* _THE INPUT_
※

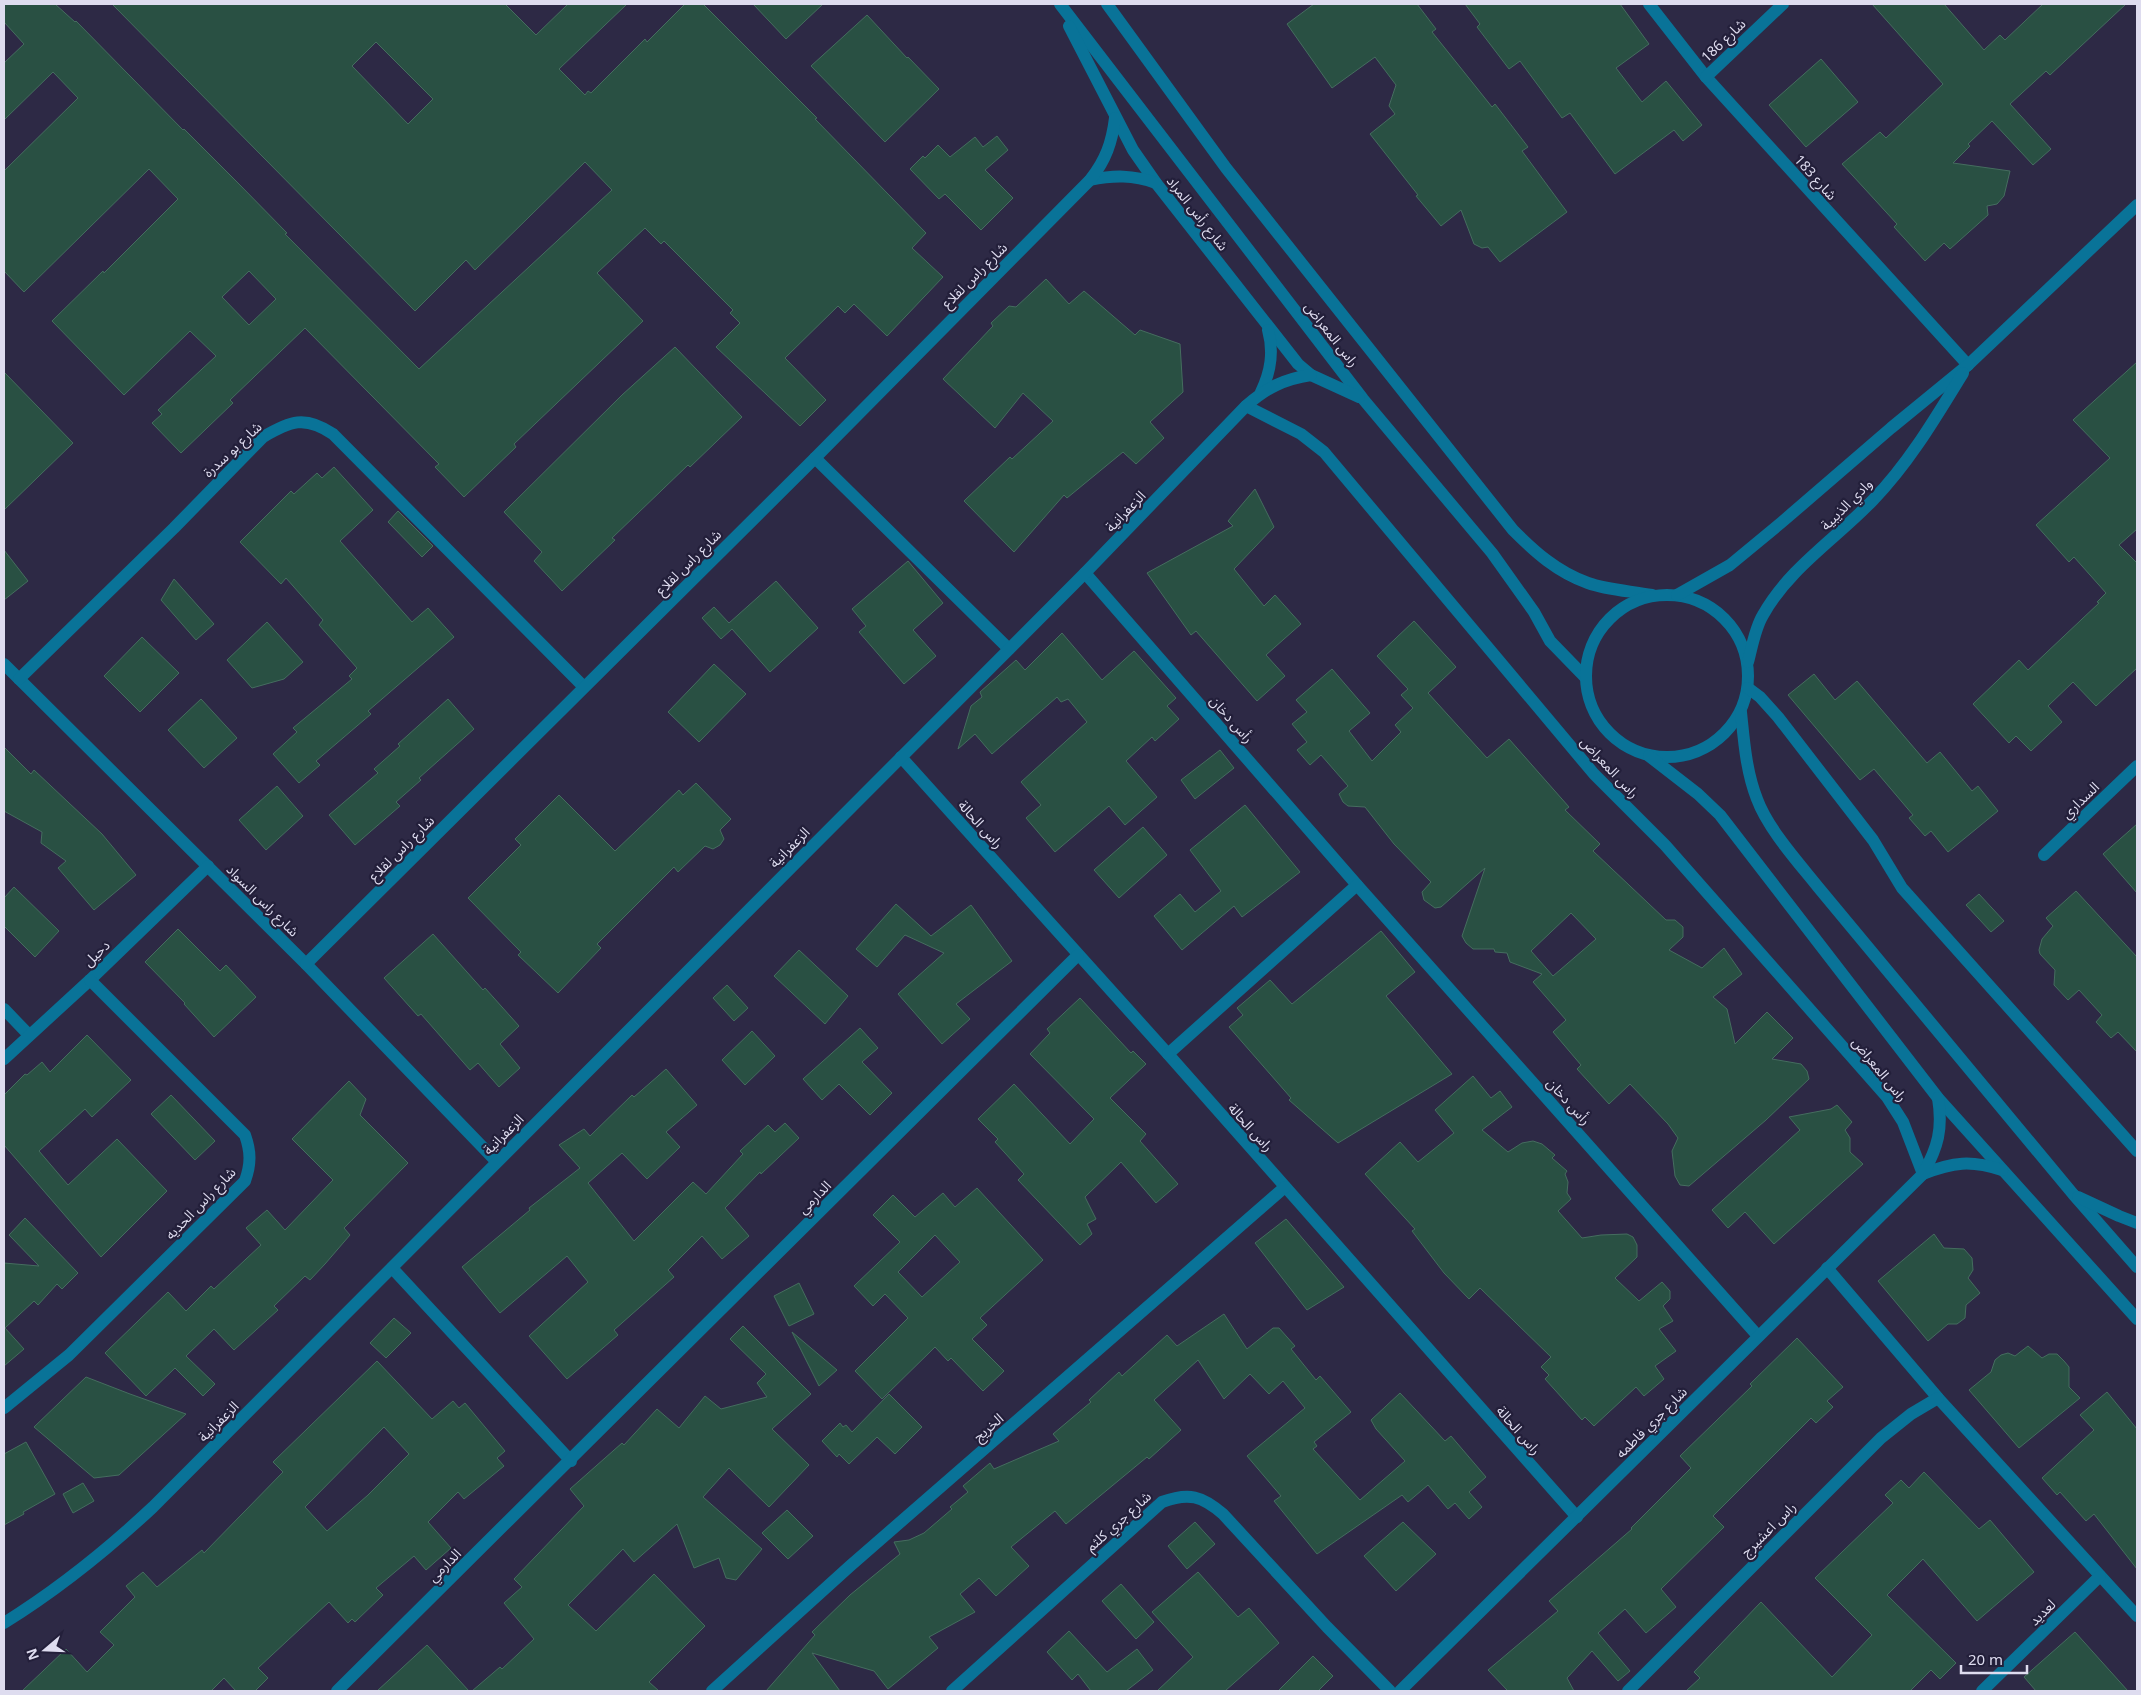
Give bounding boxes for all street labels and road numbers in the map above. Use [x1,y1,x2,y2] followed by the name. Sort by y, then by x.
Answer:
[1697,14,1751,67] street label: شارع 186
[1789,150,1841,205] street label: شارع 183
[1161,172,1233,255] street label: شارع رأس المراد
[937,238,1012,313] street label: شارع راس لقلاع
[1301,297,1363,371] street label: راس المعراض
[199,417,267,483] street label: شارع بو سدرة
[1816,474,1878,536] street label: وادي الذيبية
[1101,486,1149,536] street label: الزعفرانية
[651,525,726,600] street label: شارع راس لقلاع
[1206,691,1258,747] street label: رأس دخان
[1577,732,1643,802] street label: راس المعراض
[2057,777,2105,824] street label: السداري
[954,796,1008,852] street label: راس الحالة
[364,811,439,886] street label: شارع راس لقلاع
[764,822,814,872] street label: الزعفرانية
[221,860,303,942] street label: شارع راس السواد
[78,935,114,970] street label: دحيل
[1848,1033,1912,1105] street label: راس المعراض
[1543,1073,1595,1129] street label: رأس دخان
[1224,1099,1278,1155] street label: راس الحالة
[478,1109,528,1159] street label: الزعفرانية
[161,1163,241,1245] street label: شارع راس الحديه
[793,1176,836,1219] street label: الدارمي
[1611,1382,1692,1463] street label: شارع جري فاطمه
[193,1396,243,1446] street label: الزعفرانية
[1492,1401,1546,1459] street label: راس الحالة
[969,1409,1008,1447] street label: الخريج
[1081,1486,1156,1557] street label: شارع جري كلثم
[1736,1497,1801,1562] street label: راس اعشيرج
[423,1544,466,1587] street label: الدارمي
[2025,1595,2059,1629] street label: لعديد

※

* _WHAT YOU WILL DO_
Omitting all pictures, copy the preceding entries without any alteration.

* _SOLUTION FOR THIS PROBLEM_
Give bounding boxes for all street labels and road numbers in the map above. Use [x1,y1,x2,y2] followed by the name. Sort by y, then by x.
Answer:
[1697,14,1751,67] street label: شارع 186
[1789,150,1841,205] street label: شارع 183
[1161,172,1233,255] street label: شارع رأس المراد
[937,238,1012,313] street label: شارع راس لقلاع
[1301,297,1363,371] street label: راس المعراض
[199,417,267,483] street label: شارع بو سدرة
[1816,474,1878,536] street label: وادي الذيبية
[1101,486,1149,536] street label: الزعفرانية
[651,525,726,600] street label: شارع راس لقلاع
[1206,691,1258,747] street label: رأس دخان
[1577,732,1643,802] street label: راس المعراض
[2057,777,2105,824] street label: السداري
[954,796,1008,852] street label: راس الحالة
[364,811,439,886] street label: شارع راس لقلاع
[764,822,814,872] street label: الزعفرانية
[221,860,303,942] street label: شارع راس السواد
[78,935,114,970] street label: دحيل
[1848,1033,1912,1105] street label: راس المعراض
[1543,1073,1595,1129] street label: رأس دخان
[1224,1099,1278,1155] street label: راس الحالة
[478,1109,528,1159] street label: الزعفرانية
[161,1163,241,1245] street label: شارع راس الحديه
[793,1176,836,1219] street label: الدارمي
[1611,1382,1692,1463] street label: شارع جري فاطمه
[193,1396,243,1446] street label: الزعفرانية
[1492,1401,1546,1459] street label: راس الحالة
[969,1409,1008,1447] street label: الخريج
[1081,1486,1156,1557] street label: شارع جري كلثم
[1736,1497,1801,1562] street label: راس اعشيرج
[423,1544,466,1587] street label: الدارمي
[2025,1595,2059,1629] street label: لعديد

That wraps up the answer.